Required work:
Everything in the listing below should be repeated exactly.
┌────────
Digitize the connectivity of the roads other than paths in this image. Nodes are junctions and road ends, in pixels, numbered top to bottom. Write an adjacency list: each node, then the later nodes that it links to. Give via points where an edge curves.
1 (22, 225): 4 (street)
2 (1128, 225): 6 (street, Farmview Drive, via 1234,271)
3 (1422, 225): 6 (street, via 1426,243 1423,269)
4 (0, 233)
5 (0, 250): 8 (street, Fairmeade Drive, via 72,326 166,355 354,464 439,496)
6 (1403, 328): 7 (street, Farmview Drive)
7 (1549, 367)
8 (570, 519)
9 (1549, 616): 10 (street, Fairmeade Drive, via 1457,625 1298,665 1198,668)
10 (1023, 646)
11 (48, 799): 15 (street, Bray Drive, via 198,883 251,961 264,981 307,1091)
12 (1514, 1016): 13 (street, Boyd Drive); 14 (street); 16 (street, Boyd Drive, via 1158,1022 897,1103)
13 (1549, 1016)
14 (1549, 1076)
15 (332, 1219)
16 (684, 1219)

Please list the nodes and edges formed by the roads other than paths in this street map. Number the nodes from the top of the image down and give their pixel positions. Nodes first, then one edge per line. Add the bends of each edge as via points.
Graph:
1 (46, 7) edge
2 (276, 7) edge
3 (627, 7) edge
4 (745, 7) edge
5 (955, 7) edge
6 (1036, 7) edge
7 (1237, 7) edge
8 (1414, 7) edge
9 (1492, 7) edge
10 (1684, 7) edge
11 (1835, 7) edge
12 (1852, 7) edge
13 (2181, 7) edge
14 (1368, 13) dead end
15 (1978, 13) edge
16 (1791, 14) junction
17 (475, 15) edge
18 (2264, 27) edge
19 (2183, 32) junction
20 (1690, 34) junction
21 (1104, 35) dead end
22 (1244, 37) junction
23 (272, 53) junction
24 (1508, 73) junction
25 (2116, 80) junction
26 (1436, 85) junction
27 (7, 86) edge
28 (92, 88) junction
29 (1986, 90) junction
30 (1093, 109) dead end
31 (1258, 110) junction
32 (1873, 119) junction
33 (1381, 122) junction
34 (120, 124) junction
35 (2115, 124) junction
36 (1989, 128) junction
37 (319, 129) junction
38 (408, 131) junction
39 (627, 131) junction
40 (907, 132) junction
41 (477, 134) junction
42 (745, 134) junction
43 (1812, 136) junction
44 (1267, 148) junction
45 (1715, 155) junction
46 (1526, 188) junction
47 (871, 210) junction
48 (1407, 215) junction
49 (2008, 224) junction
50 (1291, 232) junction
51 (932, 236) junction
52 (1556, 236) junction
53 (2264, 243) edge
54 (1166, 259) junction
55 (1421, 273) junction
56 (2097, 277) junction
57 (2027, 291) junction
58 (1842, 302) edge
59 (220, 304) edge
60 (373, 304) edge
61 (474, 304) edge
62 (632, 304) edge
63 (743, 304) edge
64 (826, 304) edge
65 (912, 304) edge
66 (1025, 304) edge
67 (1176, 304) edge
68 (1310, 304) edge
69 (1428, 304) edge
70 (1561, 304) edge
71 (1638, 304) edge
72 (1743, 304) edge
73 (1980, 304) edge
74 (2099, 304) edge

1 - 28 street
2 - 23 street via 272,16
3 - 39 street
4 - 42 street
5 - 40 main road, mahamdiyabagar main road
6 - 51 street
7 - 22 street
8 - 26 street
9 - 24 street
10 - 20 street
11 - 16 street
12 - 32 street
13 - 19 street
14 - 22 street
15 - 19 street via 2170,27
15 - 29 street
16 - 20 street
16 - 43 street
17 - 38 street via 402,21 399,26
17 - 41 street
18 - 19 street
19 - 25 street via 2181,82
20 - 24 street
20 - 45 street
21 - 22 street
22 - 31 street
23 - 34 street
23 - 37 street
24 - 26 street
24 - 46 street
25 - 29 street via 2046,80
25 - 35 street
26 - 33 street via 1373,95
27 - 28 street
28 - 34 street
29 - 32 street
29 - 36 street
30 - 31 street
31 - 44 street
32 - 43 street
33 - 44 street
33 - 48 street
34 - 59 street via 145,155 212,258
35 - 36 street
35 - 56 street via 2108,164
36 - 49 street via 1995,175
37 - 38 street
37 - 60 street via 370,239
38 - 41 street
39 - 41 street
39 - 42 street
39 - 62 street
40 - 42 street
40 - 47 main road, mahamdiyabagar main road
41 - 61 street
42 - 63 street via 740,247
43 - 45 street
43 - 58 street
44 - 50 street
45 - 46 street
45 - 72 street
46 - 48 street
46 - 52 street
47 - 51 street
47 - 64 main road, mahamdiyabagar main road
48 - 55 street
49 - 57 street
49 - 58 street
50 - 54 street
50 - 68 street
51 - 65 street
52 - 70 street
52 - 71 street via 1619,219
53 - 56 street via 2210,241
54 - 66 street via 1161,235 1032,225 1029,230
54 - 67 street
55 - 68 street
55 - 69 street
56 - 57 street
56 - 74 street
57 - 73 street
└────────
Solution:
Digitize the connectivity of the roads other than paths in this image. Nodes are junctions and road ends, in pixels, numbered top to bottom. Write an adjacency list: each node, then the later nodes that it links to. Give via points where an edge curves.
1 (22, 225): 4 (street)
2 (1128, 225): 6 (street, Farmview Drive, via 1234,271)
3 (1422, 225): 6 (street, via 1426,243 1423,269)
4 (0, 233)
5 (0, 250): 8 (street, Fairmeade Drive, via 72,326 166,355 354,464 439,496)
6 (1403, 328): 7 (street, Farmview Drive)
7 (1549, 367)
8 (570, 519)
9 (1549, 616): 10 (street, Fairmeade Drive, via 1457,625 1298,665 1198,668)
10 (1023, 646)
11 (48, 799): 15 (street, Bray Drive, via 198,883 251,961 264,981 307,1091)
12 (1514, 1016): 13 (street, Boyd Drive); 14 (street); 16 (street, Boyd Drive, via 1158,1022 897,1103)
13 (1549, 1016)
14 (1549, 1076)
15 (332, 1219)
16 (684, 1219)

Please list the nodes and edges formed by the roads other than paths in this street map. Number the nodes from the top of the image down and give their pixel positions. Nodes first, then one edge per line. Add the bends of each edge as via points.
Graph:
1 (46, 7) edge
2 (276, 7) edge
3 (627, 7) edge
4 (745, 7) edge
5 (955, 7) edge
6 (1036, 7) edge
7 (1237, 7) edge
8 (1414, 7) edge
9 (1492, 7) edge
10 (1684, 7) edge
11 (1835, 7) edge
12 (1852, 7) edge
13 (2181, 7) edge
14 (1368, 13) dead end
15 (1978, 13) edge
16 (1791, 14) junction
17 (475, 15) edge
18 (2264, 27) edge
19 (2183, 32) junction
20 (1690, 34) junction
21 (1104, 35) dead end
22 (1244, 37) junction
23 (272, 53) junction
24 (1508, 73) junction
25 (2116, 80) junction
26 (1436, 85) junction
27 (7, 86) edge
28 (92, 88) junction
29 (1986, 90) junction
30 (1093, 109) dead end
31 (1258, 110) junction
32 (1873, 119) junction
33 (1381, 122) junction
34 (120, 124) junction
35 (2115, 124) junction
36 (1989, 128) junction
37 (319, 129) junction
38 (408, 131) junction
39 (627, 131) junction
40 (907, 132) junction
41 (477, 134) junction
42 (745, 134) junction
43 (1812, 136) junction
44 (1267, 148) junction
45 (1715, 155) junction
46 (1526, 188) junction
47 (871, 210) junction
48 (1407, 215) junction
49 (2008, 224) junction
50 (1291, 232) junction
51 (932, 236) junction
52 (1556, 236) junction
53 (2264, 243) edge
54 (1166, 259) junction
55 (1421, 273) junction
56 (2097, 277) junction
57 (2027, 291) junction
58 (1842, 302) edge
59 (220, 304) edge
60 (373, 304) edge
61 (474, 304) edge
62 (632, 304) edge
63 (743, 304) edge
64 (826, 304) edge
65 (912, 304) edge
66 (1025, 304) edge
67 (1176, 304) edge
68 (1310, 304) edge
69 (1428, 304) edge
70 (1561, 304) edge
71 (1638, 304) edge
72 (1743, 304) edge
73 (1980, 304) edge
74 (2099, 304) edge

1 - 28 street
2 - 23 street via 272,16
3 - 39 street
4 - 42 street
5 - 40 main road, mahamdiyabagar main road
6 - 51 street
7 - 22 street
8 - 26 street
9 - 24 street
10 - 20 street
11 - 16 street
12 - 32 street
13 - 19 street
14 - 22 street
15 - 19 street via 2170,27
15 - 29 street
16 - 20 street
16 - 43 street
17 - 38 street via 402,21 399,26
17 - 41 street
18 - 19 street
19 - 25 street via 2181,82
20 - 24 street
20 - 45 street
21 - 22 street
22 - 31 street
23 - 34 street
23 - 37 street
24 - 26 street
24 - 46 street
25 - 29 street via 2046,80
25 - 35 street
26 - 33 street via 1373,95
27 - 28 street
28 - 34 street
29 - 32 street
29 - 36 street
30 - 31 street
31 - 44 street
32 - 43 street
33 - 44 street
33 - 48 street
34 - 59 street via 145,155 212,258
35 - 36 street
35 - 56 street via 2108,164
36 - 49 street via 1995,175
37 - 38 street
37 - 60 street via 370,239
38 - 41 street
39 - 41 street
39 - 42 street
39 - 62 street
40 - 42 street
40 - 47 main road, mahamdiyabagar main road
41 - 61 street
42 - 63 street via 740,247
43 - 45 street
43 - 58 street
44 - 50 street
45 - 46 street
45 - 72 street
46 - 48 street
46 - 52 street
47 - 51 street
47 - 64 main road, mahamdiyabagar main road
48 - 55 street
49 - 57 street
49 - 58 street
50 - 54 street
50 - 68 street
51 - 65 street
52 - 70 street
52 - 71 street via 1619,219
53 - 56 street via 2210,241
54 - 66 street via 1161,235 1032,225 1029,230
54 - 67 street
55 - 68 street
55 - 69 street
56 - 57 street
56 - 74 street
57 - 73 street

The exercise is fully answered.